At some point, Susan and I will retire. We don’t know when. We are not sure what will happen to our family newspaper. It doesn’t look like any of our kids want to take over our business. That’s understandable. They have their own interests.

And the nature of news has changed. Young people just don’t read newspapers. They get news from their cellphones and on social media. They don’t listen to the radio or watch the TV news.

Advertisers don’t want to go into print. They want the internet.

Newspapers are fading. The Tulsa World has been sold twice. The Oklahoman dumped their production department and are printed by the Tulsa World. Broken Arrow, Bixby, Jenks, Glenpool, Edmond and other Oklahoma cities and towns have lost their longtime newspapers.

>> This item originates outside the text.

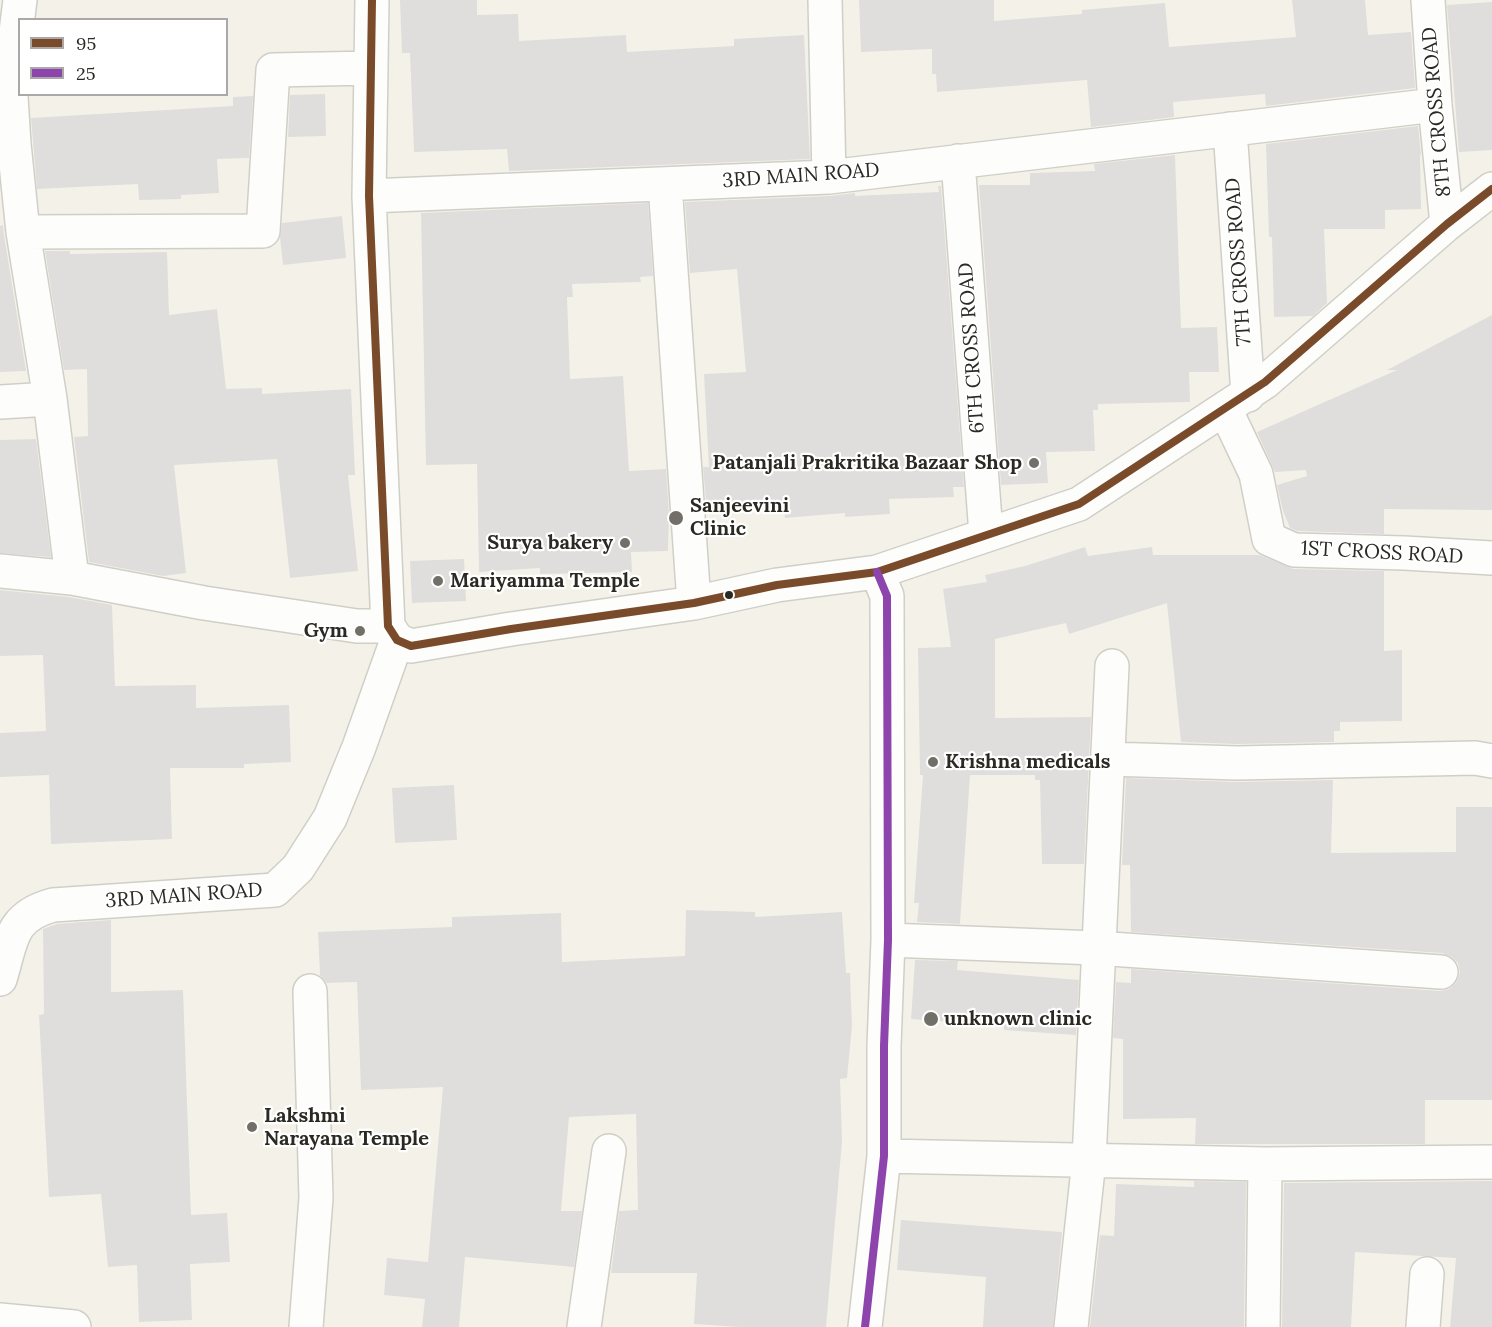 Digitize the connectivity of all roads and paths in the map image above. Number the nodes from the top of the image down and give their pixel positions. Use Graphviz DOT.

I think there will always be some kind of market for newspapers. It will be smaller and less lucrative. So many papers have brought this downfall on themselves because they are so cotton-pickin’ liberal and they have erased the separation between news and comment.

There is a market for honest news and conservative comment. That is a big reason for the longevity of the Tulsa Beacon. We hold to traditional values, conservative politics and Biblical principles.

That’s a winning formula.

And even if a time comes when our print edition ends, I think I will somehow still be involved in spreading the news.

Of course, the Good News is the Gospel of Jesus Christ. One of the reasons I quit the Tulsa World was that they wanted a secular newspaper without direct Christian influence.

We have produced this paper for 20 years through God’s grace. There is no other explanation for this run.

Thanks everyone.

We accept the challenge to keep adding some good news to this troubled time.